Dataset content START

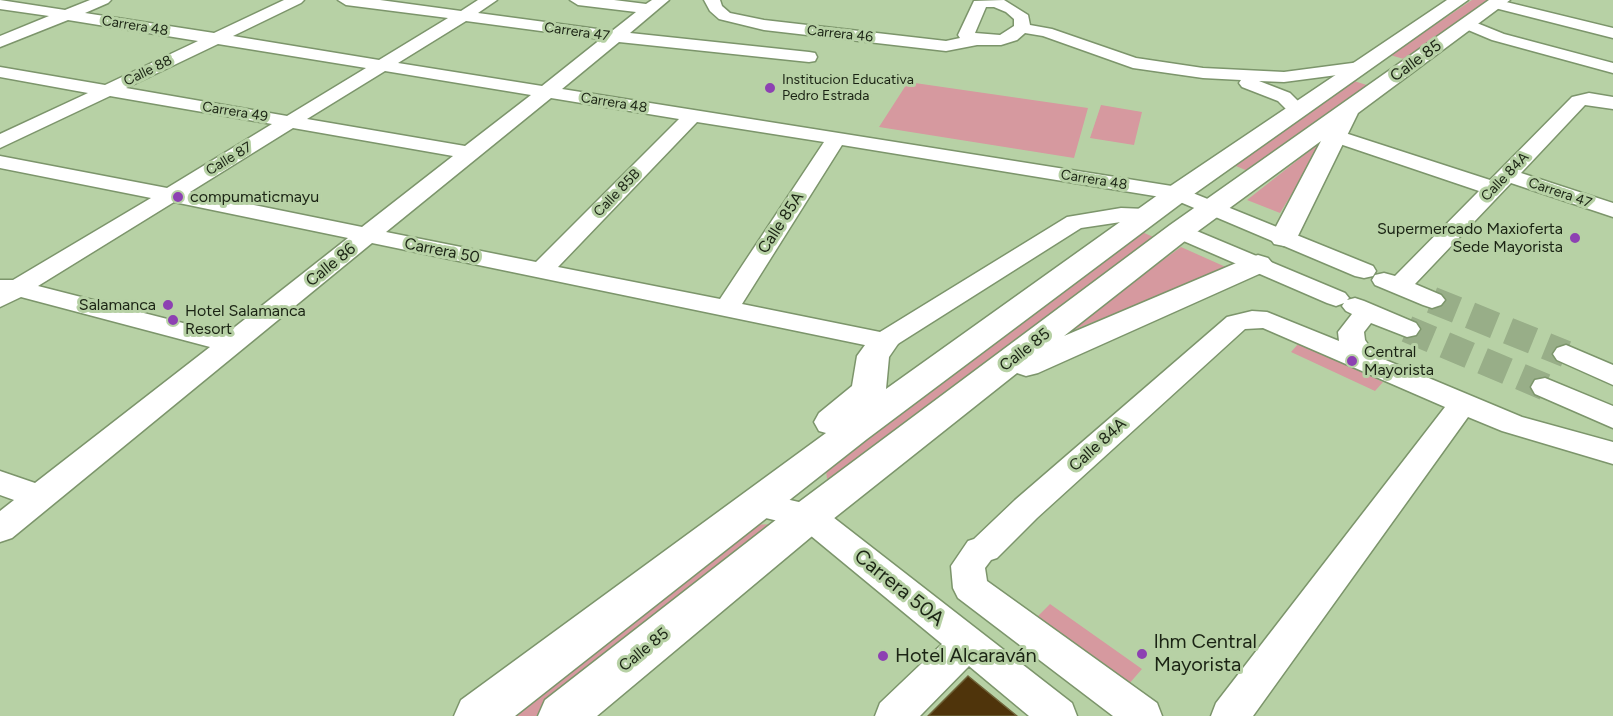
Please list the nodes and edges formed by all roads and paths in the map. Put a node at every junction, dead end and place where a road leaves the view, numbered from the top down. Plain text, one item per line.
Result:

Dataset content END
Dataset content START

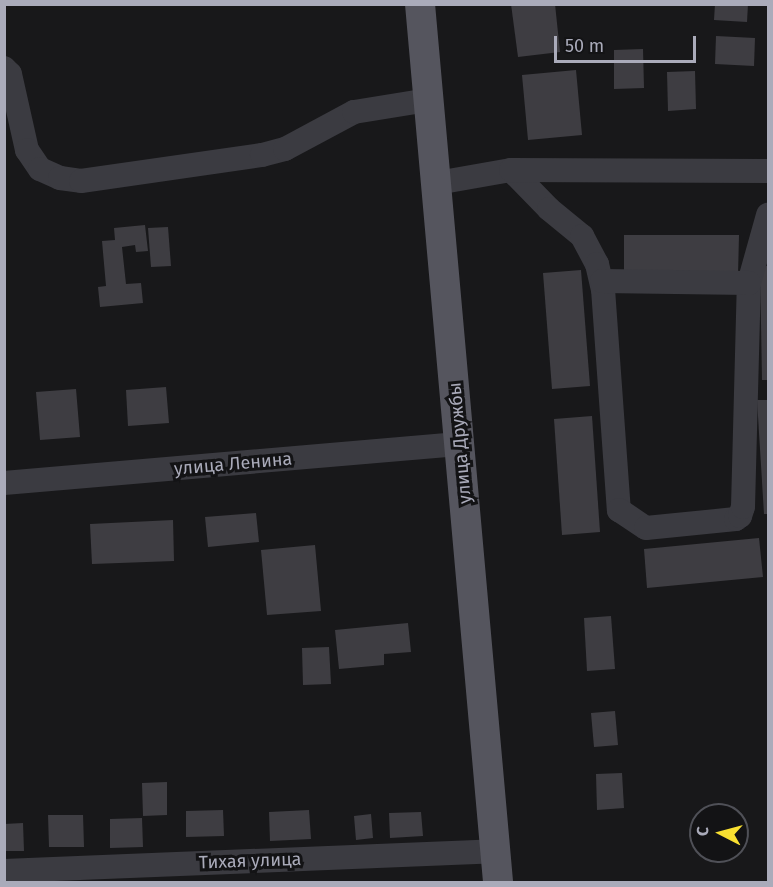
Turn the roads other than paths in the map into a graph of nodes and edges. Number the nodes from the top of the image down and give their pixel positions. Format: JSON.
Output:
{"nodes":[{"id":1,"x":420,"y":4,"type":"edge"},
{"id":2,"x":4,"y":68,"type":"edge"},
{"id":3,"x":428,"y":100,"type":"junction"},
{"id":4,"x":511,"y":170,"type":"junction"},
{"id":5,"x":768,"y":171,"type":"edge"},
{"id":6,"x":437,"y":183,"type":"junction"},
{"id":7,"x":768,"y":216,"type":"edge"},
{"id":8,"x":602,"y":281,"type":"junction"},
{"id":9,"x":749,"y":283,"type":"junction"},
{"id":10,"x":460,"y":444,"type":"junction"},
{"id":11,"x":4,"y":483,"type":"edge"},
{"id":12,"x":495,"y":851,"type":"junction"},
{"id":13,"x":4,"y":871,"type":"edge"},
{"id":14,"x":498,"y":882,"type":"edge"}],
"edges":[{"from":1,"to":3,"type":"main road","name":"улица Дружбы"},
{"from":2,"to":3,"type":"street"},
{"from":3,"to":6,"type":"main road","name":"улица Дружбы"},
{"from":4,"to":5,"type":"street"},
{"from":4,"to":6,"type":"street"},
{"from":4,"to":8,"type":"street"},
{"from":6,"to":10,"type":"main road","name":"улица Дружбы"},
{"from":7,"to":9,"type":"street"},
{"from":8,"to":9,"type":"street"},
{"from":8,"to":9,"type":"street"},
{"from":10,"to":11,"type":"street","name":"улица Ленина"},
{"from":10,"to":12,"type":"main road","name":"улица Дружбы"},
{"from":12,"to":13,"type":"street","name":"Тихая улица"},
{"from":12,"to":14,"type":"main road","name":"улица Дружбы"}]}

Dataset content END

» **Exercise**
Your answer must be every line from the listing above that holds the string "paths".

» **Response area**
Please list the nodes and edges formed by all roads and paths in the map. Put a node at every junction, dead end and place where a road leaves the view, numbered from the top down. Plain text, one item per line.
Turn the roads other than paths in the map into a graph of nodes and edges. Number the nodes from the top of the image down and give their pixel positions. Format: JSON.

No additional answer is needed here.